I LOVE lentils. Before, they were a synonym of New Year’s Eve: Grandma would always make lentil rice (with plenty of bacon), saying “Eat it, it’ll bring prosperity in the new year.” Not only were they delicious, but they also brought money?? BRING’EM!
Try as I might, I didn’t become a millionaire by eating lentils – but this is no reason not to make this delicious soup! 🙂
The original recipe called for mushrooms, but I didn’t add them, because I hate them! #truestory #sorrynotsorry BUT they are a great idea to veganize the soup! 🙂
400 g lentils
2 medium onions, thinly chopped
1 large carrots, thinly chopped
150-200 g bacon − the original recipe called for only 50 g, because it also had mushrooms.

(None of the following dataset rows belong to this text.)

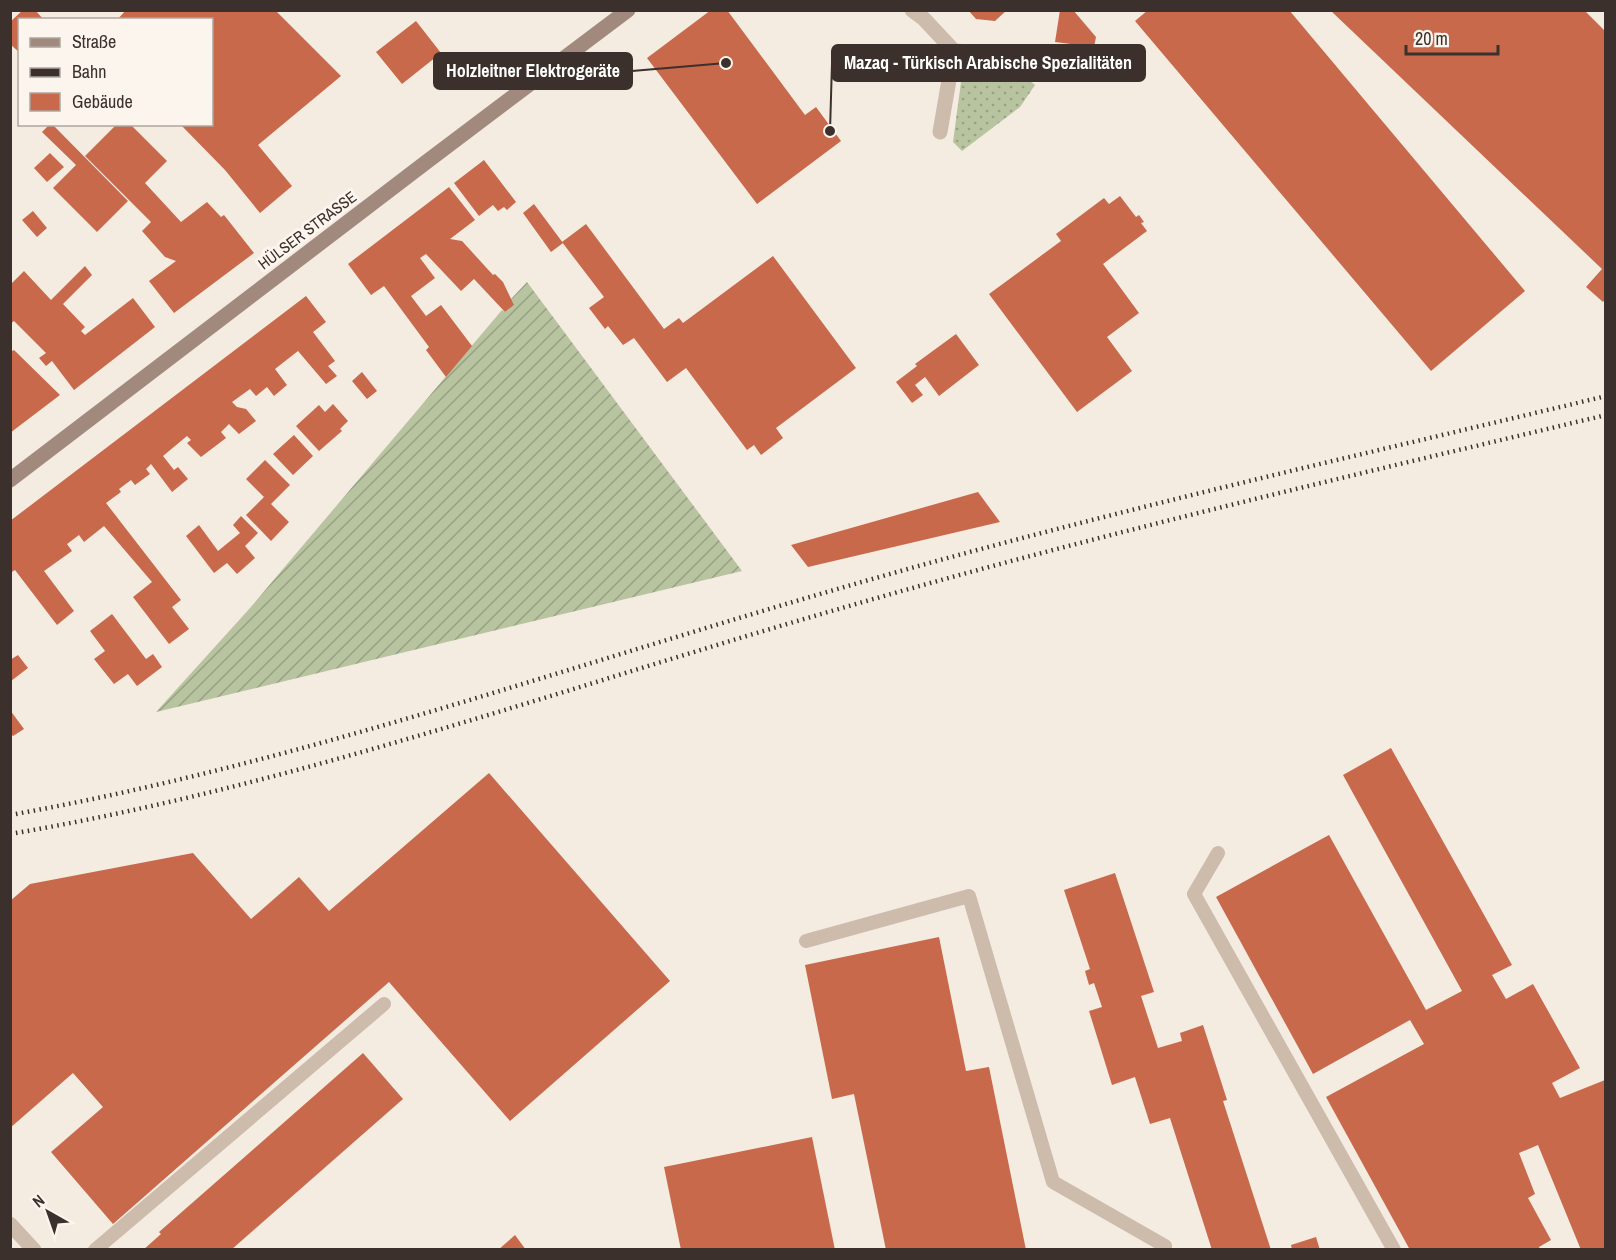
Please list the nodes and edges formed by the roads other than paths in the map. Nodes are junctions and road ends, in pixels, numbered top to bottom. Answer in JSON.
{"nodes":[{"id":1,"x":628,"y":10,"type":"edge"},
{"id":2,"x":919,"y":13,"type":"edge"},
{"id":3,"x":954,"y":51,"type":"junction"},
{"id":4,"x":1037,"y":56,"type":"dead end"},
{"id":5,"x":940,"y":132,"type":"dead end"},
{"id":6,"x":10,"y":480,"type":"edge"},
{"id":7,"x":1218,"y":853,"type":"dead end"},
{"id":8,"x":806,"y":941,"type":"dead end"},
{"id":9,"x":384,"y":1004,"type":"dead end"},
{"id":10,"x":10,"y":1224,"type":"edge"},
{"id":11,"x":34,"y":1250,"type":"edge"},
{"id":12,"x":95,"y":1250,"type":"edge"},
{"id":13,"x":1165,"y":1250,"type":"edge"},
{"id":14,"x":1394,"y":1250,"type":"edge"}],
"edges":[{"from":1,"to":6,"type":"main road","name":"HÜLSER STRASSE"},
{"from":2,"to":3,"type":"street"},
{"from":3,"to":4,"type":"street"},
{"from":3,"to":5,"type":"street"},
{"from":7,"to":14,"type":"lane"},
{"from":8,"to":13,"type":"lane"},
{"from":9,"to":12,"type":"lane"},
{"from":10,"to":11,"type":"street"}]}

If you want to veganize the recipe, use them instead of bacon!
1 L bone broth – I used the homemade version, concentrated. To veganize the recipe, use veggie stock, or a bouillon cube diluted in 1 L of water.
1 L water
Salt and pepper – skip the salt if you’re using a bouillon cube!
This is a mystery-free recipe: in a large pan, fry the bacon, the onions, and the carrots. When the bacon is fried, add the lentils, the stock, and the water. Season with salt and pepper (I used a pepper mix).
Cook for approximately one hour, until everything is nice and soft. Then, all you have to do is put the soup on the blender! I bought an immersion blender and I’m in love! MUCH easier to clean than a traditional blender! 😀
When everything is blended, it’s ready to serve!
FREEZER: As most soups, this recipe freezes pretty well. I just placed the cold leftovers in a Ziploc bag! When re-heating, I just used the immersion blender to pulse it a little bit, so it would regain the original texture.